It might sound complicated but it isn't, let's do an example.

Say, I exchanged my queen with yours. You could take my queen with your bishop or pawn. If you did it with your bishop, the position would have been equal. If you did with your pawn, your pawn position would have been ruined and lead to a slightly inferior position. If you did anything else, I would be a queen ahead.

A possible scoring would be:

  • BxQ -> 0.00
  • PxQ -> -0.34
  • Kh8 -> -9.99

Not taking back the queen is a gross blunder and should be avoided whenever possible. When applied to the algorithm:

Calculation

    1. Engine considers BxQ

The best score is 0.00. Since this is the first move, there is nothing to do.

    1. Engine considers PxQ

Notice that without giving the move PxQ a small random boost, it'd never would be chosen because the best score (0.00) is greater than the score for PxQ (-0.34).
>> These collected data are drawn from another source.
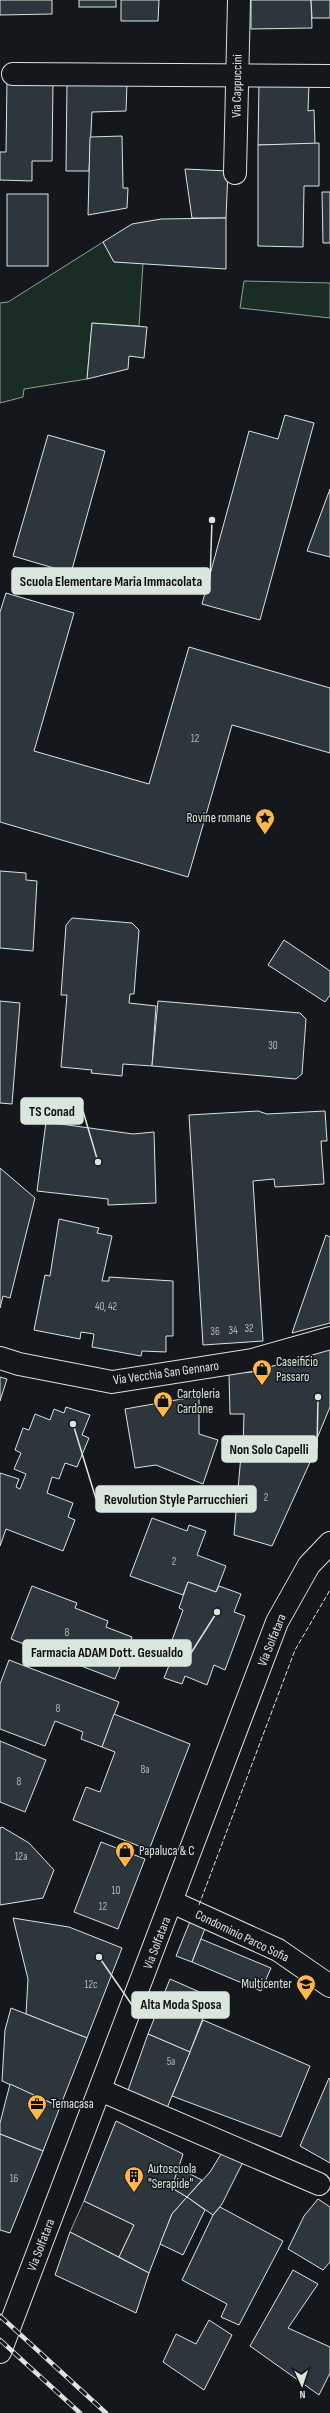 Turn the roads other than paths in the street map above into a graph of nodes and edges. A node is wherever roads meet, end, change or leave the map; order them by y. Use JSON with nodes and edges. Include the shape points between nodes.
{"nodes":[{"id":1,"x":239,"y":0,"type":"edge"},
{"id":2,"x":13,"y":74,"type":"dead end"},
{"id":3,"x":237,"y":76,"type":"junction"},
{"id":4,"x":330,"y":76,"type":"edge"},
{"id":5,"x":235,"y":172,"type":"dead end"},
{"id":6,"x":330,"y":1338,"type":"edge"},
{"id":7,"x":0,"y":1358,"type":"edge"},
{"id":8,"x":330,"y":1543,"type":"edge"},
{"id":9,"x":172,"y":1902,"type":"junction"},
{"id":10,"x":330,"y":1986,"type":"edge"},
{"id":11,"x":100,"y":2090,"type":"junction"},
{"id":12,"x":319,"y":2184,"type":"dead end"},
{"id":13,"x":0,"y":2352,"type":"edge"}],
"edges":[{"from":1,"to":3,"type":"street","name":"Via Cappuccini"},
{"from":2,"to":3,"type":"street"},
{"from":3,"to":4,"type":"street"},
{"from":3,"to":5,"type":"street","name":"Via Cappuccini"},
{"from":6,"to":7,"type":"street","name":"Via Vecchia San Gennaro","via":[[252,1360],[112,1382]]},
{"from":8,"to":9,"type":"street","name":"Via Solfatara","via":[[309,1565],[277,1622]]},
{"from":9,"to":10,"type":"street","name":"Condominio Parco Sofia","via":[[278,1950]]},
{"from":9,"to":11,"type":"street","name":"Via Solfatara"},
{"from":11,"to":12,"type":"street"},
{"from":11,"to":13,"type":"street","name":"Via Solfatara"}]} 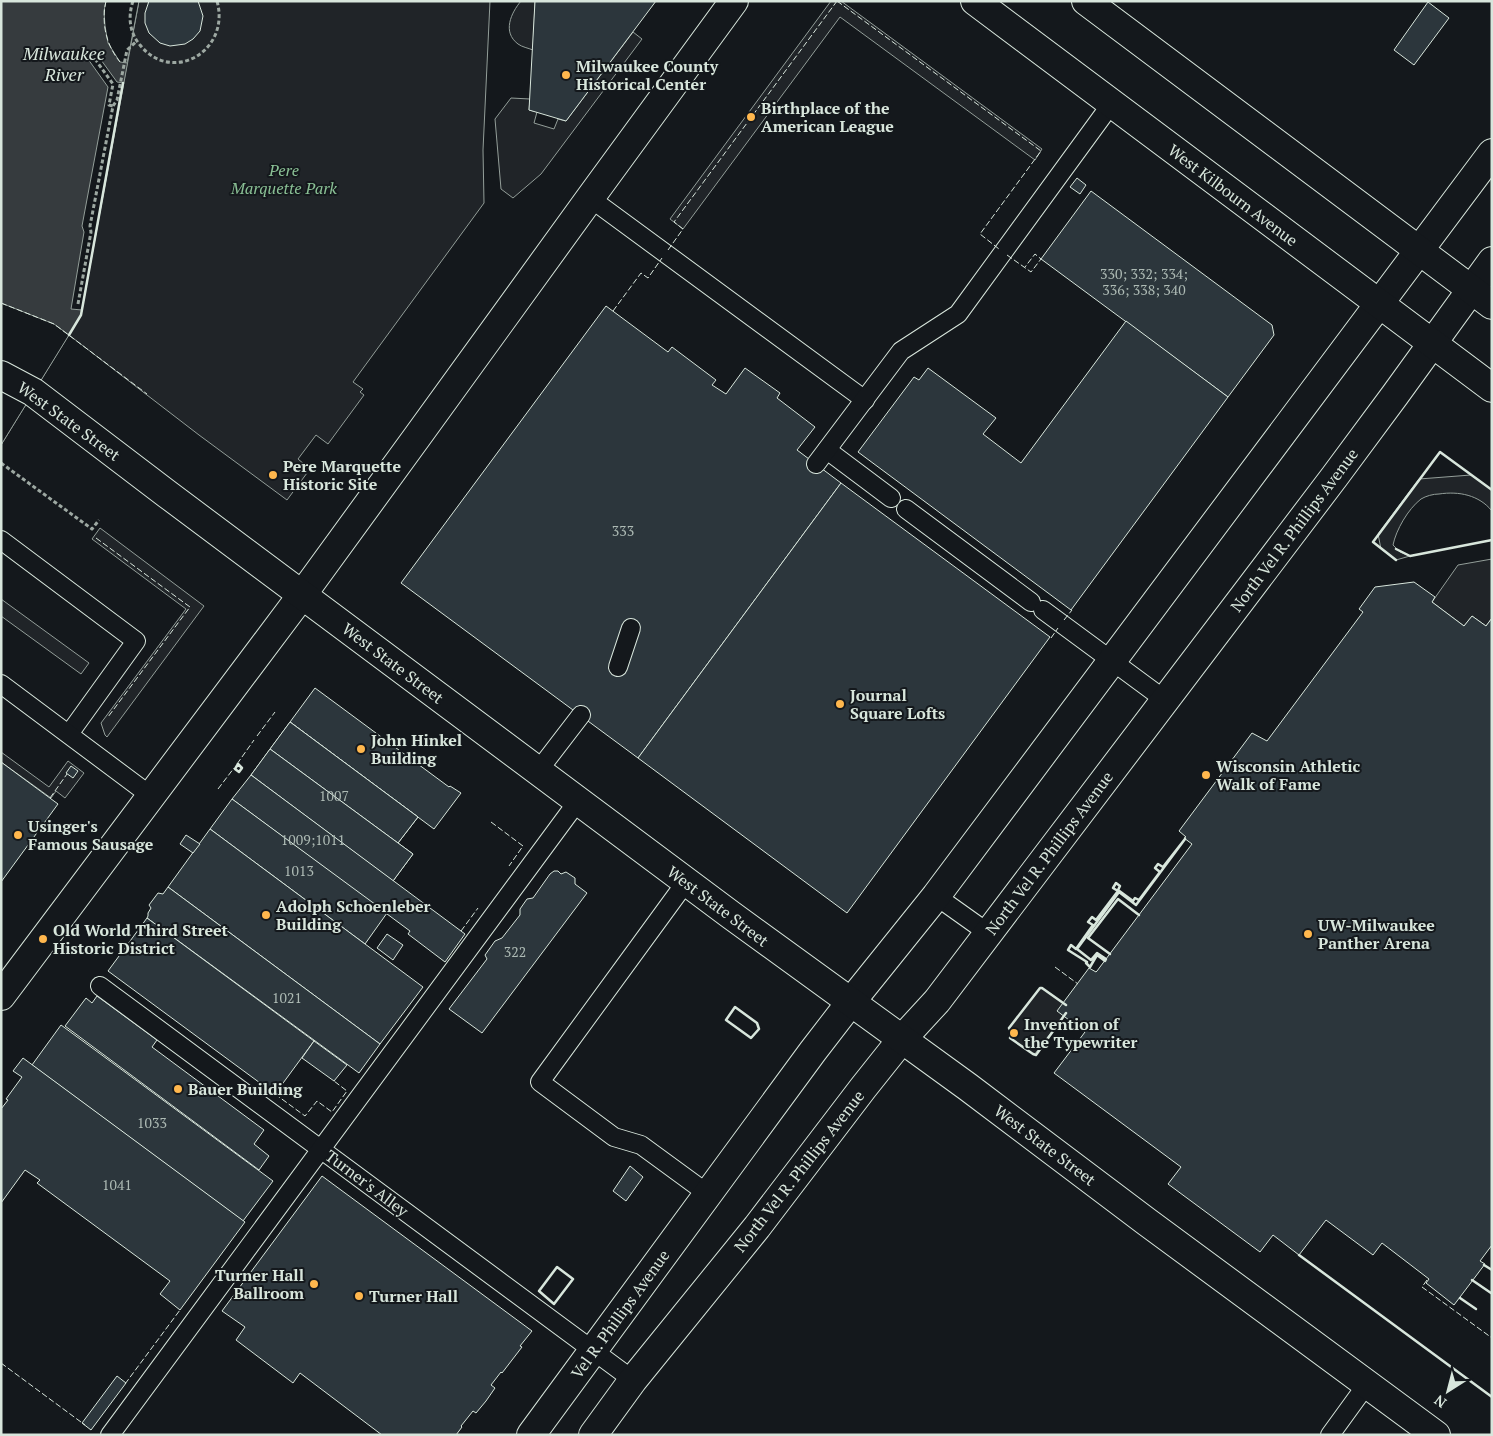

Stockfish generates a small positive number and add it to PxQ. Now, there're two possibilities. If the random number is too small, say, 0.10, the added score (-0.34 + 0.10 = -0.24) is still too small compared to the best score (0.00), and it'd been discarded. If the generated random number is sufficient to push the PxQ score above the best score, for instance, 0.40. The new score for PxQ would have been 0.06 and it's greater than 0.00. Therefore, Stockfish would pick the PxQ.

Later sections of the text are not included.